И по лицу Апарны скользнула горькая, озорная улыбка, и глаза ее на мгновение блеснули.
— Я тоже.
— Ты, Робин? Куда ты можешь поехать?
— Не знаю… А ты куда?
— Домой, разумеется. Обратно домой. Но ведь ты так поступить не можешь, потому что твой дом здесь. Так куда ты можешь уехать?
— Ты мне говорила, что никогда не вернешься домой. Ты говорила мне сотни раз. Не говори, что ты передумала.
Апарна уклонилась от прямого ответа, но сказала:
— Наверное, Англия — замечательное место, для англичан. Здесь столько свободы, столько возможностей, столько интересного, столько разнообразного, столько красивого. Почему меня не подпускают ко всему этому?
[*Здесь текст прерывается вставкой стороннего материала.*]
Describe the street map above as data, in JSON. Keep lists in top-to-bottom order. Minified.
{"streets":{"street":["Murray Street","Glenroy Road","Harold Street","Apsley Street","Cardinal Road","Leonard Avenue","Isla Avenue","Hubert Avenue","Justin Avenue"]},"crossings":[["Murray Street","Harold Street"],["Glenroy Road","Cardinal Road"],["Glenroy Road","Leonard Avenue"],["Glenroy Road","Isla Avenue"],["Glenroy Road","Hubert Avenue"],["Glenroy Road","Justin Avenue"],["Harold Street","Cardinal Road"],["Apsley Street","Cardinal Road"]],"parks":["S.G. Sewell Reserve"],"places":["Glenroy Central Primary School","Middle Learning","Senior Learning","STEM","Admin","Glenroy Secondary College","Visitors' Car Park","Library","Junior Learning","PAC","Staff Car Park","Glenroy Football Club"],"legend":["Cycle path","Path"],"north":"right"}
— Эти розовые очки, что ты надела сегодня, — отозвался Робин, — где бы мне достать такие же?
— Ты начнешь мне нравиться гораздо больше, Робин, — сказала Апарна, — когда наконец осознаешь свою привилегированность. Когда осознаешь, как чертовски тебе повезло, что ты родился именно здесь и что у тебя есть все эти возможности.
— Если хочешь, можем поменяться местами, — предложил Робин. — И через три недели ты предстанешь перед этим проклятым судом.
— Я тебе искренне сочувствую, Робин, ты знаешь; но суд закончится, и все будет нормально, это же очевидно. У таких, как ты, всегда все нормально. Эти суды предназначены для людей вроде тебя. Для начала ты умно поступил, выбрав в адвокаты женщину, которая неравнодушно отнеслась к твоему делу. Она наголову разобьет этого мужика, я просто вижу это.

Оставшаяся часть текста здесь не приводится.